The following table below represents the target bonus and maximum bonus for each of the Company’s Vice Presidents and above and as a percent of such employee’s annual base salary.

Executive Officer

Target
Maximum
President and CEO
125%
175%
Executive Officers (other than President and CEO)
75%
100%
Vice Presidents
50%
70%





Exhibit 10.2
2018 Annual Equity Incentive Plan

The 2018 Annual Equity Incentive Plan provides for the issuance of equity incentive awards in the form of (i) non-qualified stock options; (ii) time-based restricted stock units; and (iii) performance-based restricted stock units.

Executive Officer
Time-Based Restricted Stock Units
(# shares)
Performance-Based Restricted Stock Units
(# shares)
Non-Qualified Stock Options (# shares)
Douglas C. Bryant
President and Chief Executive Officer
13,819
13,818
27,637
Michael D. Abney, Jr.
Senior Vice President, Distribution
4,606
4,606
9,212
Robert J. Bujarski
Senior Vice President, Business Development and General Counsel
4,606
4,606
9,212
Ratan S. Borkar
Senior Vice President, International Commercial Operations
4,606
4,606
9,212
Werner Kroll
Senior Vice President, Research and Development
4,606
4,606
9,212
Edward K. Russell
Senior Vice President, Global Commercial Operations
4,606
4,606
9,212
Randall J. Steward
Chief Financial Officer
4,798
4,798
9,596

The vesting period for the non-qualified stock is over four years with the first 50% of such option awards vesting at the end of the second-year anniversary of the grant date and the remainder vesting 25% annually on each of the following two anniversaries thereafter.

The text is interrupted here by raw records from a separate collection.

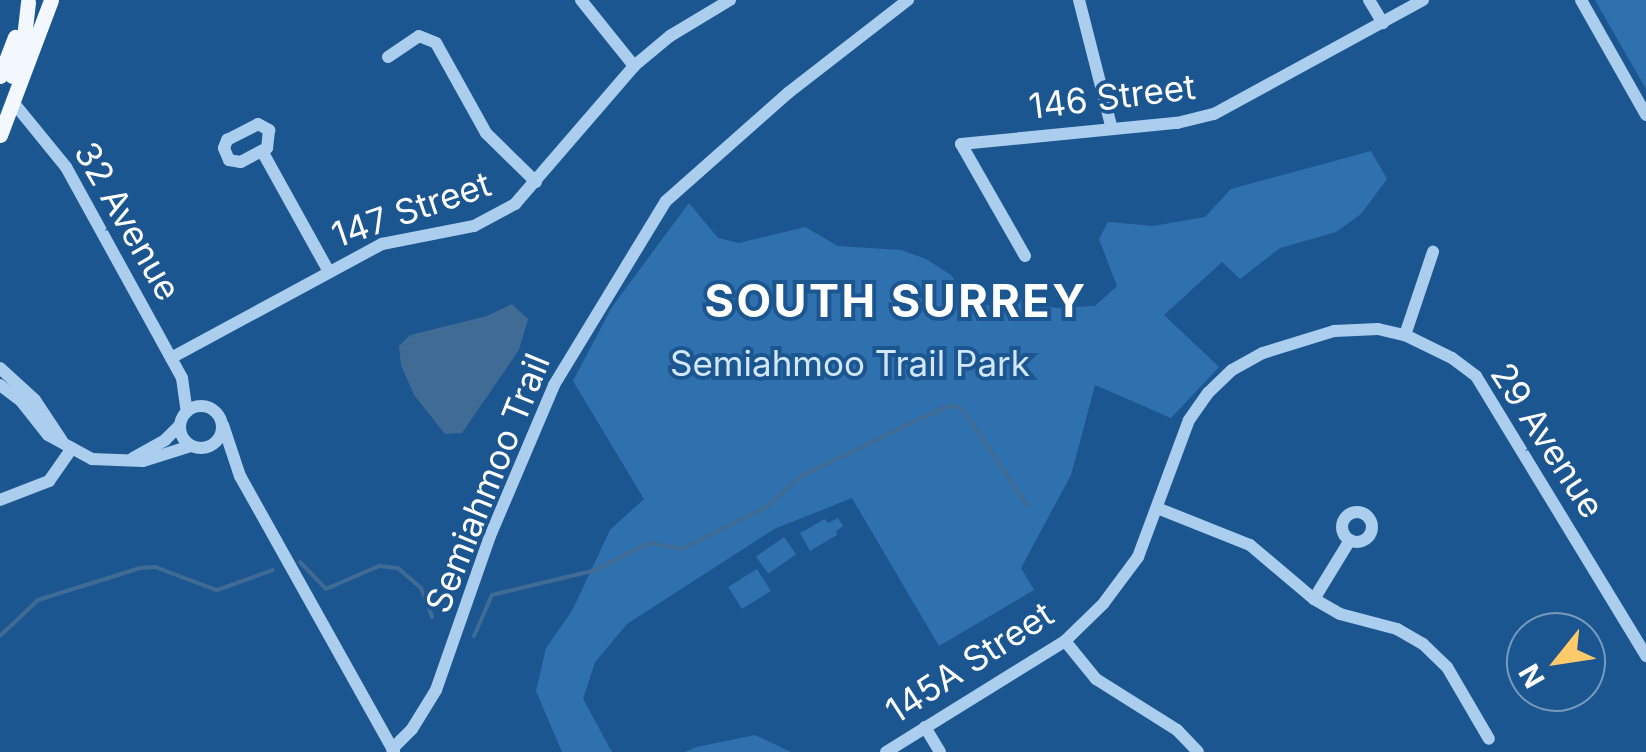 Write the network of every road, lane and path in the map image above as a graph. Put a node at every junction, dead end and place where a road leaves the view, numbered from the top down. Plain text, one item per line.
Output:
1 (52, 0) edge
2 (580, 0) edge
3 (730, 0) edge
4 (908, 0) edge
5 (1079, 0) edge
6 (1370, 0) edge
7 (1422, 0) edge
8 (1580, 0) edge
9 (28, 1) edge
10 (1383, 23) junction
11 (388, 56) dead end
12 (634, 66) junction
13 (0, 76) edge
14 (12, 102) junction
15 (1646, 115) edge
16 (1112, 129) junction
17 (0, 135) edge
18 (262, 151) dead end
19 (536, 182) junction
20 (1433, 252) dead end
21 (1025, 256) dead end
22 (328, 270) junction
23 (1406, 335) junction
24 (170, 358) junction
25 (0, 368) edge
26 (182, 378) junction
27 (0, 384) edge
28 (208, 407) junction
29 (183, 418) junction
30 (223, 425) junction
31 (67, 446) junction
32 (197, 448) junction
33 (127, 461) junction
34 (240, 476) junction
35 (0, 500) edge
36 (1158, 508) junction
37 (1350, 540) dead end
38 (1314, 598) junction
39 (1065, 641) junction
40 (1646, 656) edge
41 (925, 727) junction
42 (1488, 739) dead end
43 (393, 750) edge
44 (886, 752) edge
45 (940, 752) edge
46 (1198, 752) edge

1 - 14 main road
2 - 12 street
3 - 12 street, 147 Street
4 - 43 street, Semiahmoo Trail
5 - 16 street
6 - 10 street
7 - 10 street, 146 Street
8 - 15 street
9 - 13 main road
9 - 14 main road
10 - 16 street, 146 Street
11 - 19 street
12 - 19 street, 147 Street
14 - 17 main road
14 - 24 street, 32 Avenue
16 - 21 street, 146 Street
18 - 22 street
19 - 22 street, 147 Street
20 - 23 street
22 - 24 street, 147 Street
23 - 36 street, 145A Street
23 - 40 street, 29 Avenue
24 - 26 street, 32 Avenue
25 - 31 street
26 - 28 street, 32 Avenue
26 - 29 street, 32 Avenue
27 - 31 street
28 - 29 street
28 - 30 street
29 - 32 street
29 - 33 street
30 - 32 street
30 - 34 street
31 - 33 street
31 - 35 street
32 - 33 street
32 - 34 street
34 - 43 street
36 - 38 street
36 - 39 street, 145A Street
37 - 38 street
38 - 42 street
39 - 41 street, 145A Street
39 - 46 street
41 - 44 street, 145A Street
41 - 45 street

The vesting period for the time-based restricted stock units is 100% of such equity awards vesting at the end of the four-year anniversary of the grant date.

The vesting for the performance based restricted stock units (PSUs) is over a three year time period and is tied to the achievement of net revenue growth targets.  If the net revenue targets are achieved, then the PSUs will vest 100% upon the third anniversary of the Equity Grant Date.  If the company has not achieved the annual net revenue growth targets at the end of the three year period, the PSUs will be canceled. The PSUs may vest early upon early achievement of the three year net revenue growth targets. The net revenue calculation may be adjusted for the financial impact of merger, acquisition and divestiture activities.